Il rischio di una triste società della paura

ITALIA. C’è una preoccupazione pensosa e densa per le prospettive del Paese nelle parole che il cardinale Matteo Zuppi, presidente della Cei, ha pronunciato ieri davanti all’assemblea dei vescovi italiani.

Da anni non ascoltavamo una prolusione così attenta su un presente inquieto, con visione larga e attenzione allarmata e al tempo stesso con uno sguardo amico che insieme custodisce la memoria dell’Italia e della sua gente e indica cosa vedere di nuovo, cosa imparare, senza imporre selezioni influenzate da emozioni o dall’ambiguità di parole rese ormai equivoche e incerte dall’uso che se ne fa.

Zuppi ha messo in fila molte cose, ha analizzato strategie di governance, ha lanciato appelli, ha condensato prospettive, perché la Chiesa non sta fuori dal Paese ad osservare dalla finestra. L’attenzione al presente è prima di tutto una ricerca di senso, sulla vita e sulla pace, e lo stimolo a ridare valore alla coesione e alle relazioni personali e politiche. L’attenzione ai «segni dei tempi» e il loro discernimento comporta anche qualche critica, necessaria in tempi il cui il principale compito per chi osserva e analizza e poi elabora e indica percorsi, è quello di sbaragliare paure, inquietudini e irresponsabilità.

Ma non si può negare che le parole di Zuppi sono state un richiamo e anche un rimprovero circa la presunta normalità che il Paese ha raggiunto dopo la pandemia, forse troppo sveltamente dimenticata nei suoi moniti, quasi una recessione infantile per spazzare via irrazionalmente la crisi epocale che abbiamo vissuto e allegramente andare altrove, ma senza ancoraggi, senza riferimenti, solo impegnati a contrapporre, a separare, al più a desiderare e a lucidare identità antagoniste.

Quale società abbiamo costruito dopo la pandemia e in mezzo alla guerra?
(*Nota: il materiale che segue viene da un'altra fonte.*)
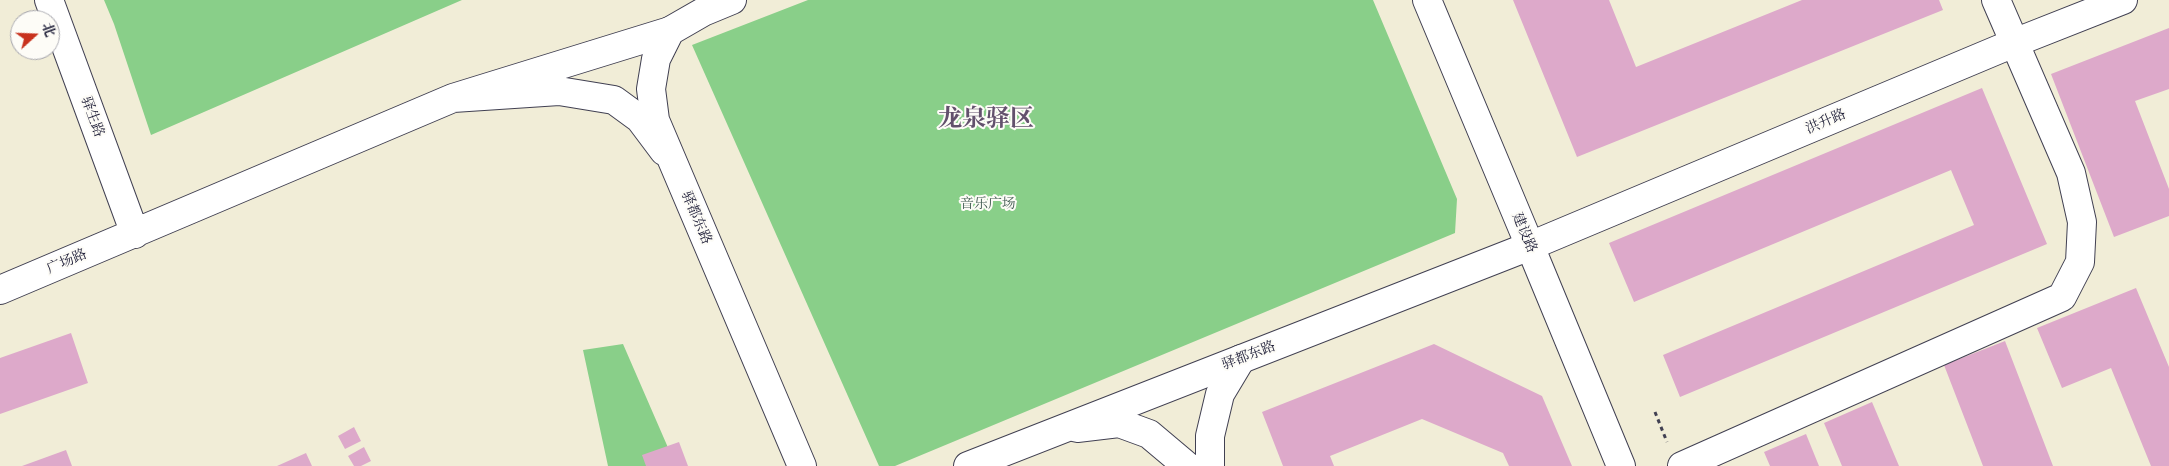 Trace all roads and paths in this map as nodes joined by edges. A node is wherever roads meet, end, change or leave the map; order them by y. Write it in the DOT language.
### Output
graph roads {
  1 [pos="49,0"];
  2 [pos="732,0"];
  3 [pos="1427,0"];
  4 [pos="1996,0"];
  5 [pos="2123,0"];
  6 [pos="670,31"];
  7 [pos="2014,42"];
  8 [pos="453,98"];
  9 [pos="672,162"];
  10 [pos="135,234"];
  11 [pos="1530,246"];
  12 [pos="0,290"];
  13 [pos="1241,359"];
  14 [pos="1061,430"];
  15 [pos="981,463"];
  16 [pos="802,466"];
  17 [pos="1186,466"];
  18 [pos="1210,466"];
  19 [pos="1621,466"];
  20 [pos="1682,466"];
  1 -- 10 [label="main road, 驿生路"];
  2 -- 6 [label="main road"];
  3 -- 11 [label="main road, 建设路"];
  4 -- 7 [label="main road"];
  5 -- 7 [label="main road, 洪升路"];
  6 -- 8 [label="main road"];
  6 -- 9 [label="main road, 驿都东路"];
  7 -- 11 [label="main road, 洪升路"];
  7 -- 20 [label="main road"];
  8 -- 9 [label="main road"];
  8 -- 10 [label="main road, 广场路"];
  9 -- 16 [label="main road, 驿都东路"];
  10 -- 12 [label="main road, 广场路"];
  11 -- 13 [label="main road, 驿都东路"];
  11 -- 19 [label="main road, 建设路"];
  13 -- 14 [label="main road, 驿都东路"];
  13 -- 18 [label="main road"];
  14 -- 15 [label="main road, 驿都东路"];
  14 -- 17 [label="main road"];
} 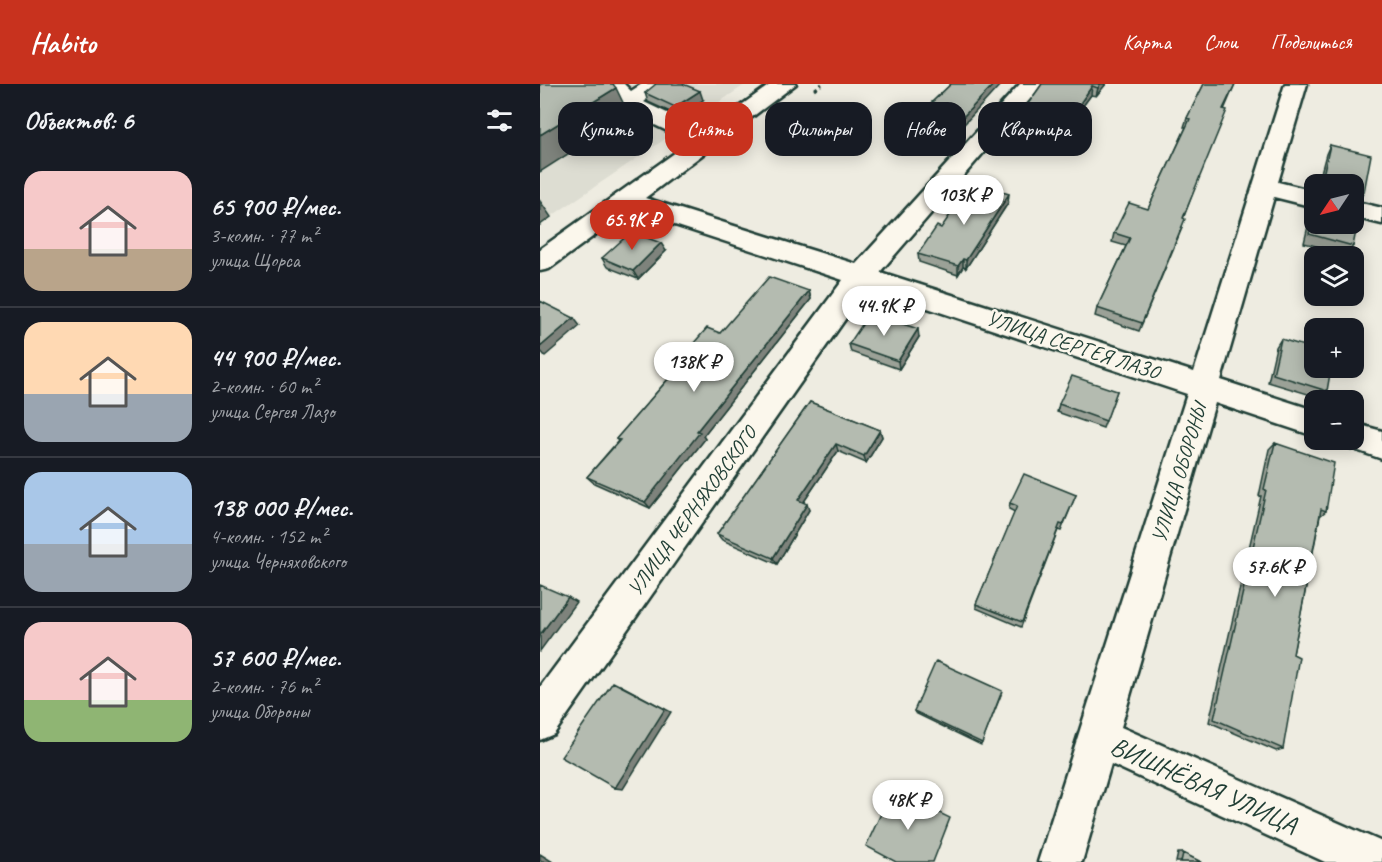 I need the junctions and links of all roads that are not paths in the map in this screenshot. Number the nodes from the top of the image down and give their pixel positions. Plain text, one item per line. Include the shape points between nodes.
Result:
1 (611, 84) edge
2 (656, 84) edge
3 (784, 84) edge
4 (1032, 84) edge
5 (1296, 84) edge
6 (630, 102) joint
7 (753, 107) edge
8 (686, 156) edge
9 (1265, 187) junction
10 (1304, 197) edge
11 (626, 200) junction
12 (1364, 212) edge
13 (1382, 216) edge
14 (540, 262) edge
15 (861, 276) junction
16 (1205, 387) junction
17 (1304, 420) edge
18 (1364, 439) edge
19 (1382, 445) edge
20 (540, 720) edge
21 (1098, 737) junction
22 (1060, 862) edge
23 (1375, 862) edge

1 - 6 street
2 - 6 street
3 - 7 street
4 - 15 street, УЛИЦА ЧЕРНЯХОВСКОГО
5 - 9 street, УЛИЦА ОБОРОНЫ
8 - 11 street
9 - 10 street
9 - 16 street, УЛИЦА ОБОРОНЫ
11 - 14 street
11 - 15 street, УЛИЦА СЕРГЕЯ ЛАЗО
12 - 13 street
15 - 16 street, УЛИЦА СЕРГЕЯ ЛАЗО
15 - 20 street, УЛИЦА ЧЕРНЯХОВСКОГО
16 - 17 street, УЛИЦА СЕРГЕЯ ЛАЗО
16 - 21 street, УЛИЦА ОБОРОНЫ
18 - 19 street
21 - 22 street, УЛИЦА ОБОРОНЫ
21 - 23 street, ВИШНЁВАЯ УЛИЦА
Il presidente dei vescovi ieri ha tentato di offrire più che una risposta un’istanza sui temi che devono resistere ai populismi, alle semplificazioni, alla corruzione, al cinismo, ma anche alla conservazione di destra o di sinistra. Zuppi ha fatto la stessa operazione che i vescovi italiani fecero tanti anni fa ormai con il documento «La Chiesa italiana e le prospettive del Paese» mentre si usciva faticosamente dagli anni di piombo e all’orizzonte già si affacciava chi, con fredda determinatezza neo-conservatrice, cercava di governarne il passaggio secondo logiche leggere, evanescenti, private e non pubbliche, bene personale e non bene comune. La prolusione di ieri va letta e riletta, al di là degli appelli e delle sollecitazioni, dal lavoro precario al piano casa come fu nel dopoguerra con le «case Fanfani», al di là della vicinanza all’Emilia Romagna ferita dall’acqua e agli studenti delle tende, al di là degli avvertimenti ad un Paese sempre più vecchio e solo senza politiche demografiche «lungimiranti», al di là della follia di contrapporre «valori etici e valori sociali» e dell’idea di riformare il Paese e le sue istituzioni ognuno da solo e non secondo l’unitario «spirito costituente».
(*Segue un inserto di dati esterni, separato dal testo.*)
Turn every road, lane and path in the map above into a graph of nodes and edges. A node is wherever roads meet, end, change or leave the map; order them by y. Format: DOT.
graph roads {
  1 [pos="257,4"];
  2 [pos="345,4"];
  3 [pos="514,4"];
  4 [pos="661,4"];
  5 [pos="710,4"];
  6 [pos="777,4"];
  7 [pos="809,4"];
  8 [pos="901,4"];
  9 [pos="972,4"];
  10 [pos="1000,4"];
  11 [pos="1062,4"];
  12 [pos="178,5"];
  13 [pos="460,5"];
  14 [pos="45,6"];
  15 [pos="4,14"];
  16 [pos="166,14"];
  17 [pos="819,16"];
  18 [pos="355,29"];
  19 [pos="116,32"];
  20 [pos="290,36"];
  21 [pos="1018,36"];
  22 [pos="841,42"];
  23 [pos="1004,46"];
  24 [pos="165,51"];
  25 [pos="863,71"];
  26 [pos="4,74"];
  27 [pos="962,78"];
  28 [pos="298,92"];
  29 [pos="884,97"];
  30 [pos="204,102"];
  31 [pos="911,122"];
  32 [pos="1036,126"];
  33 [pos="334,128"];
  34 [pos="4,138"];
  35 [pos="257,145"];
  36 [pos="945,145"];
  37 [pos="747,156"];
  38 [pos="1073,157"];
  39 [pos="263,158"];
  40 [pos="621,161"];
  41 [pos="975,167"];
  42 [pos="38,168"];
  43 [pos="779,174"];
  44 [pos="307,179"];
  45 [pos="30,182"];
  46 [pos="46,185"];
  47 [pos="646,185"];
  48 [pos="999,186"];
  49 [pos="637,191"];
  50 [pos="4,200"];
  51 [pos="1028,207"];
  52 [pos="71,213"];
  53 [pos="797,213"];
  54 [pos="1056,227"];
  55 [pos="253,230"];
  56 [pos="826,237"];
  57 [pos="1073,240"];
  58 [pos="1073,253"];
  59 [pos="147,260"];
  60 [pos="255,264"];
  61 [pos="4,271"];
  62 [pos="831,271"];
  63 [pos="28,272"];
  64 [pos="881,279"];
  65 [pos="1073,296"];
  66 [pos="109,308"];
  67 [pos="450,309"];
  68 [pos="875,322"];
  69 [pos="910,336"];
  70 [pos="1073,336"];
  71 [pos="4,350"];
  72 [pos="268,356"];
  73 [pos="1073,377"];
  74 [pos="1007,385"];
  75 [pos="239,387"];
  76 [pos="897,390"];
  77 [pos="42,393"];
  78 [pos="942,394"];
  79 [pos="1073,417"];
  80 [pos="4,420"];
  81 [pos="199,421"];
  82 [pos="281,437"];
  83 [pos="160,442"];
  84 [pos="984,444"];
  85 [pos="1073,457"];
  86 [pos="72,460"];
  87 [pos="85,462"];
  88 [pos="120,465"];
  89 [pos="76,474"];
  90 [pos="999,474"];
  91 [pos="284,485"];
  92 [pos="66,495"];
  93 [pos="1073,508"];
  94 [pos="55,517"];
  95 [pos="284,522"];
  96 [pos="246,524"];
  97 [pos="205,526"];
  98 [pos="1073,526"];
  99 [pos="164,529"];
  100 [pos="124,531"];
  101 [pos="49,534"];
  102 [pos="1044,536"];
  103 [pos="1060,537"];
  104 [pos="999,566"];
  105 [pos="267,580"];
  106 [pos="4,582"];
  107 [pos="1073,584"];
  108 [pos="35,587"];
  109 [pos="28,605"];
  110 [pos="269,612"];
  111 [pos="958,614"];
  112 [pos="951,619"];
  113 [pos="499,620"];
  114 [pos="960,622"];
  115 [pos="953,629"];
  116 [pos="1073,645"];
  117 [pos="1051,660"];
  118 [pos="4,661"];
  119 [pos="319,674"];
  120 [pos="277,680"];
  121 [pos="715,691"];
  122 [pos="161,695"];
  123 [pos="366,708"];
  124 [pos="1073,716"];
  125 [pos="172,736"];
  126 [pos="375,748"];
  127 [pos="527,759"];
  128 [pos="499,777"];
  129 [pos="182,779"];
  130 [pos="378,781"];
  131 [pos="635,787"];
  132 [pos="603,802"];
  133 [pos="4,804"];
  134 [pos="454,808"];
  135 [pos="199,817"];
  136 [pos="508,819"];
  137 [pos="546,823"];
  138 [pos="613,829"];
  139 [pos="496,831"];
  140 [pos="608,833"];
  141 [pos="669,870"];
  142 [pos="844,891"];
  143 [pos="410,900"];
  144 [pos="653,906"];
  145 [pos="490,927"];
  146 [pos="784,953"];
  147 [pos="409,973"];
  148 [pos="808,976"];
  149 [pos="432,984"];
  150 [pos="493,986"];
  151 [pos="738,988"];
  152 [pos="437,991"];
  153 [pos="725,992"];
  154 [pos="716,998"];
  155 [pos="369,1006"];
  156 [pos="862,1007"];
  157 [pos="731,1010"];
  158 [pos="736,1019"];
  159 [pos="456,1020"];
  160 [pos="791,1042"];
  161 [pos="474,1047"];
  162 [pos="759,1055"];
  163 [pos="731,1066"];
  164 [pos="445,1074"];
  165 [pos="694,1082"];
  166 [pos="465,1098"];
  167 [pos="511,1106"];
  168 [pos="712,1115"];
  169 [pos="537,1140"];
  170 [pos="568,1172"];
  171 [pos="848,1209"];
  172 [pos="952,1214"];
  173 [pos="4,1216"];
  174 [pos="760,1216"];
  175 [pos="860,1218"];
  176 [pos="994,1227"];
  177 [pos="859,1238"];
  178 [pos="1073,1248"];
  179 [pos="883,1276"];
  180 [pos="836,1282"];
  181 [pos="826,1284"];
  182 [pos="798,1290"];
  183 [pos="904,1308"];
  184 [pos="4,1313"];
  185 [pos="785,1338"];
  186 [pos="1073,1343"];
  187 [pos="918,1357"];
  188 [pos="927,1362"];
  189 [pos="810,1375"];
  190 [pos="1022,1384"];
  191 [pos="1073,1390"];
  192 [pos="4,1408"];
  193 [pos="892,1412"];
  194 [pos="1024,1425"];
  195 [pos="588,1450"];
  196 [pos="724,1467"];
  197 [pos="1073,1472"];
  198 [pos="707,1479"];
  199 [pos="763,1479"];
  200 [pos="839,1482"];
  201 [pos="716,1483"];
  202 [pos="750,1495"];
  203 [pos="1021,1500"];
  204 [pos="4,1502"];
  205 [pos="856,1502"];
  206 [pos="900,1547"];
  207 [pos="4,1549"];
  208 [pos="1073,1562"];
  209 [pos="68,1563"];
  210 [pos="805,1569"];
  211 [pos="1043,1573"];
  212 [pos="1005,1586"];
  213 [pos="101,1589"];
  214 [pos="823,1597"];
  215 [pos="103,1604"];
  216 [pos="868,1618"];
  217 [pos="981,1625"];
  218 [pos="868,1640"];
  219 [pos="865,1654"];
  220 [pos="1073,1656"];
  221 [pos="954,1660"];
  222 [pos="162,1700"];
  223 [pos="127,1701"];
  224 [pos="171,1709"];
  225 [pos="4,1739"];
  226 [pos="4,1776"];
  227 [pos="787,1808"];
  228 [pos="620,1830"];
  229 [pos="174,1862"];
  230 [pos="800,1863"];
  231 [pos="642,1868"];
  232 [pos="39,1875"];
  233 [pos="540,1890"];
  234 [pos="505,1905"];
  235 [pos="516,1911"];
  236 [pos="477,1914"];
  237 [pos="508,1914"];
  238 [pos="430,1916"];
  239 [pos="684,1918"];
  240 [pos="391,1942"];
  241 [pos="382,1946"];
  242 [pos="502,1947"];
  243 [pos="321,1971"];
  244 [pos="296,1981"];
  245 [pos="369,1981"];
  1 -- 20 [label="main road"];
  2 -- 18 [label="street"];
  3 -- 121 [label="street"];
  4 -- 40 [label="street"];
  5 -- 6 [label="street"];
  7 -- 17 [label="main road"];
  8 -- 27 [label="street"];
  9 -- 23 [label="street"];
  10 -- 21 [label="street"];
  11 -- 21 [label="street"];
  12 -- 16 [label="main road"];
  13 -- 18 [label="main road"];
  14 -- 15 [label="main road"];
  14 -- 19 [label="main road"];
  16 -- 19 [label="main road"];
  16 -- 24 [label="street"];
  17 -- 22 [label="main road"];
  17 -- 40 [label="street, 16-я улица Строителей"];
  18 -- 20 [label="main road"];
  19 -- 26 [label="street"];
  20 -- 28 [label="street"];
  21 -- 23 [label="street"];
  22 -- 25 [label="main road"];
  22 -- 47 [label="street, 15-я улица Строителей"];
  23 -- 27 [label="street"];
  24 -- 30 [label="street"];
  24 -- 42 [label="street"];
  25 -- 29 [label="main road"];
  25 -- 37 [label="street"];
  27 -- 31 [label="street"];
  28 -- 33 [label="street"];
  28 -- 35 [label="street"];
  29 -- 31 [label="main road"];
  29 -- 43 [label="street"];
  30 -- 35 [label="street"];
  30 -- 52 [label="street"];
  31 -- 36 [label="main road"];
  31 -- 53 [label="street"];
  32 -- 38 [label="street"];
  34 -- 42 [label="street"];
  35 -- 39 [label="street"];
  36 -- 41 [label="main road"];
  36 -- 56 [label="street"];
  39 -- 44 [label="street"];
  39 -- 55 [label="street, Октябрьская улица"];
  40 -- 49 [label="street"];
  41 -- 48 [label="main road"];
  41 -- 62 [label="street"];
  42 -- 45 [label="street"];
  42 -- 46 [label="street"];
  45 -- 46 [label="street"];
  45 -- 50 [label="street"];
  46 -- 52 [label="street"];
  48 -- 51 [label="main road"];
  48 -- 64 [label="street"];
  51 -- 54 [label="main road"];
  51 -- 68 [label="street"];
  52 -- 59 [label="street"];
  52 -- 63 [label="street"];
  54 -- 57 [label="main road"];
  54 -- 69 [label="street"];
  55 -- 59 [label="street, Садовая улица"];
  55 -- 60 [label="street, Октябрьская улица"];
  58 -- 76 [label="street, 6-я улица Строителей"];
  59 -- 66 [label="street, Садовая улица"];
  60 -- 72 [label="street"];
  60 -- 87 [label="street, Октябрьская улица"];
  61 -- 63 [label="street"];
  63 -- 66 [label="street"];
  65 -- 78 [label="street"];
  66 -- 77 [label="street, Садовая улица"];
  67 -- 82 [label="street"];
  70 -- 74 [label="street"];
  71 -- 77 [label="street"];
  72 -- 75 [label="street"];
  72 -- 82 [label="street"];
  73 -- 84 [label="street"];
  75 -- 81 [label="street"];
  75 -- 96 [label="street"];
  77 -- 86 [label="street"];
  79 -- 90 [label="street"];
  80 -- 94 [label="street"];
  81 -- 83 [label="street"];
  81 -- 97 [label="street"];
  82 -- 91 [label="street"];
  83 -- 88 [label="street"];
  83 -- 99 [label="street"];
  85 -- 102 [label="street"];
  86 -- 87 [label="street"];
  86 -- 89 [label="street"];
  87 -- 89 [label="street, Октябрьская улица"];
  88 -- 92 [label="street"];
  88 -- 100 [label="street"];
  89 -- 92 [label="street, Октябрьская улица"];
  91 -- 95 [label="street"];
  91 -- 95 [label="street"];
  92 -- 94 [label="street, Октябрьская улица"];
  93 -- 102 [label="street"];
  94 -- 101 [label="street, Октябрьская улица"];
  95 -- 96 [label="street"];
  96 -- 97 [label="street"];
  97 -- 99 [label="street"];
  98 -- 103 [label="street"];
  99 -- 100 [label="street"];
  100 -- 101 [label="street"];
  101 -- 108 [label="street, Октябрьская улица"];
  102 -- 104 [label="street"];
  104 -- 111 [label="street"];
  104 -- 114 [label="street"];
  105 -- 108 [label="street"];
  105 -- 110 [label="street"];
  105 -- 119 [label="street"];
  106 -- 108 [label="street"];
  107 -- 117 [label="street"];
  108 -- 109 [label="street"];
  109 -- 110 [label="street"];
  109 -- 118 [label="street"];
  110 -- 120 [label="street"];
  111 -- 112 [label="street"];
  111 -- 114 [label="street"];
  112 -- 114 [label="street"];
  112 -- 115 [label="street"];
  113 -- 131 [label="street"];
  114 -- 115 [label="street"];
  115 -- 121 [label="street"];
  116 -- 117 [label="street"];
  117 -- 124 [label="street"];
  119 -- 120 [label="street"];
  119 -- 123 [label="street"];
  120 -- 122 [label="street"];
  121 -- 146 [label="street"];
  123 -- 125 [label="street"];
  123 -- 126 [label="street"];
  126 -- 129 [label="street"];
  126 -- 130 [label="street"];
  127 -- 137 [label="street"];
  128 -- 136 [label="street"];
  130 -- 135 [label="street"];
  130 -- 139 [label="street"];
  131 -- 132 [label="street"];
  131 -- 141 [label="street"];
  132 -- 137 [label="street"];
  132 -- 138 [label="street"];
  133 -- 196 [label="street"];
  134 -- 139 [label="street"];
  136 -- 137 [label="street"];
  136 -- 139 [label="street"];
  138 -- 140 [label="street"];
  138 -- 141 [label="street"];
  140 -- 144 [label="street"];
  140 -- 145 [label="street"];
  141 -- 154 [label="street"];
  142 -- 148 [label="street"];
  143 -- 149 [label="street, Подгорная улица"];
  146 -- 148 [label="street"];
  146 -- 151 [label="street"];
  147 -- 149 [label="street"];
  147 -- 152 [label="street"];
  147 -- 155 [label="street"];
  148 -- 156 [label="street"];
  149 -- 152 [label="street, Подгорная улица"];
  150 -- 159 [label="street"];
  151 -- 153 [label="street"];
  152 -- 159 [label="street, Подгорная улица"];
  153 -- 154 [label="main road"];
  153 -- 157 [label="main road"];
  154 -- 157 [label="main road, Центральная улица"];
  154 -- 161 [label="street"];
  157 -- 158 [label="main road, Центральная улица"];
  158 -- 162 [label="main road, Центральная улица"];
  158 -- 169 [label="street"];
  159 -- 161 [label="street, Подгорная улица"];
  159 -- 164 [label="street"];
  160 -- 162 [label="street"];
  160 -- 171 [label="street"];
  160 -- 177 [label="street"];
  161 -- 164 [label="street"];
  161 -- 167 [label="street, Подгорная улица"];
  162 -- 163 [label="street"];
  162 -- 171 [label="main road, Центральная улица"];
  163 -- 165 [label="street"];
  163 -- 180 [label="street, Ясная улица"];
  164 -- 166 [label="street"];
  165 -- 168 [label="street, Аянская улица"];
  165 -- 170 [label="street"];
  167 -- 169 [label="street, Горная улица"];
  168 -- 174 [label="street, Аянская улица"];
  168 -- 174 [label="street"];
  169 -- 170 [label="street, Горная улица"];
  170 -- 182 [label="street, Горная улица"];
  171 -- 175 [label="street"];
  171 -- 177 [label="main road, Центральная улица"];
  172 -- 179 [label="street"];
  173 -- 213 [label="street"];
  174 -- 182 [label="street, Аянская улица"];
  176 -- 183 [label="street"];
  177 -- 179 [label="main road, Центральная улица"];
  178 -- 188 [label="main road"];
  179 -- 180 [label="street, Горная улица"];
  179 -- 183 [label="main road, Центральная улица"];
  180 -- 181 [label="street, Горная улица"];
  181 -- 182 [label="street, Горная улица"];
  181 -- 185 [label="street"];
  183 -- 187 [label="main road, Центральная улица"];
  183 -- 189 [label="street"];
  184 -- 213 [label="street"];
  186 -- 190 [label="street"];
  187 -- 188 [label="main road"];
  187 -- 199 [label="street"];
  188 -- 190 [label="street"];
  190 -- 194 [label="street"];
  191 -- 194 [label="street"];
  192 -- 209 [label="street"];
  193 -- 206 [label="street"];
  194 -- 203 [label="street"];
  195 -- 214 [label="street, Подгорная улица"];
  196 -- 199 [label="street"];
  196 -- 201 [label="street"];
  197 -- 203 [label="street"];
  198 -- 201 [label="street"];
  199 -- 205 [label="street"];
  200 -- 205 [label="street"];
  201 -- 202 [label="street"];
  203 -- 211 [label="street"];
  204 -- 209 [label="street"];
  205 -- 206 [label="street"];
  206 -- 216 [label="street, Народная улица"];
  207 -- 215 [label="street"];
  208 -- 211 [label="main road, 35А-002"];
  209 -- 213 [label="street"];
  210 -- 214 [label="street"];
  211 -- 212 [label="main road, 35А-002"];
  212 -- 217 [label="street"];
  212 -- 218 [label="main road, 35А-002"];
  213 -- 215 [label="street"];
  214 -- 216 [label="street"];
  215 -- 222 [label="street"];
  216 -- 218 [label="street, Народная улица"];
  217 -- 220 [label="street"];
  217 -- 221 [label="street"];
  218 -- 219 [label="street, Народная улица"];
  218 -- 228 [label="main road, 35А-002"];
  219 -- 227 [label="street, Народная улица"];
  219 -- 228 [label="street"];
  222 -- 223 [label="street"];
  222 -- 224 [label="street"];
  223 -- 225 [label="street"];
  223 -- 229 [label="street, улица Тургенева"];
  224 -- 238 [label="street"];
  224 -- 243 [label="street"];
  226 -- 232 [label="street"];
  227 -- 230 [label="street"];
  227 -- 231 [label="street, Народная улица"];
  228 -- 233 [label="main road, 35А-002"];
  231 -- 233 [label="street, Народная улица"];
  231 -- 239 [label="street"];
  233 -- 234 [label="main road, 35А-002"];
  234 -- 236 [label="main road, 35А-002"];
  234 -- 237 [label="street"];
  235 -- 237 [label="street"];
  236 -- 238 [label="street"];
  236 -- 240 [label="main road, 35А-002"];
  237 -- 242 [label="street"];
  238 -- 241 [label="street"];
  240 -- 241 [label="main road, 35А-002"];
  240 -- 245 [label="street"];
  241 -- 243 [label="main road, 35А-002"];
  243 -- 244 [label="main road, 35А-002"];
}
Zuppi all’Italia, la sua e la nostra Italia, ha chiesto se davvero siamo contenti di star dentro una «triste società della paura», dentro un «tempo emozionale e soggettivo che rivela e accentua processi di deculturazione», dove tutto «diventa fluido anche quello che ieri sarebbe stato impensabile». Lo ha chiesto alla politica e a ognuno di noi, perché malcostume e corruzione, esasperazione e individualismo sono diffusi in troppe realtà istituzionali e in ogni classe sociale, lo ha chiesto all’informazione «così complessa» da «spingere all’indifferenza» e lasciare tutti noi «spettatori» di «una guerra ridotta a gioco». Ma lo ha chiesto anche alla Chiesa, dove timidezza e pessimismo non sono ammessi.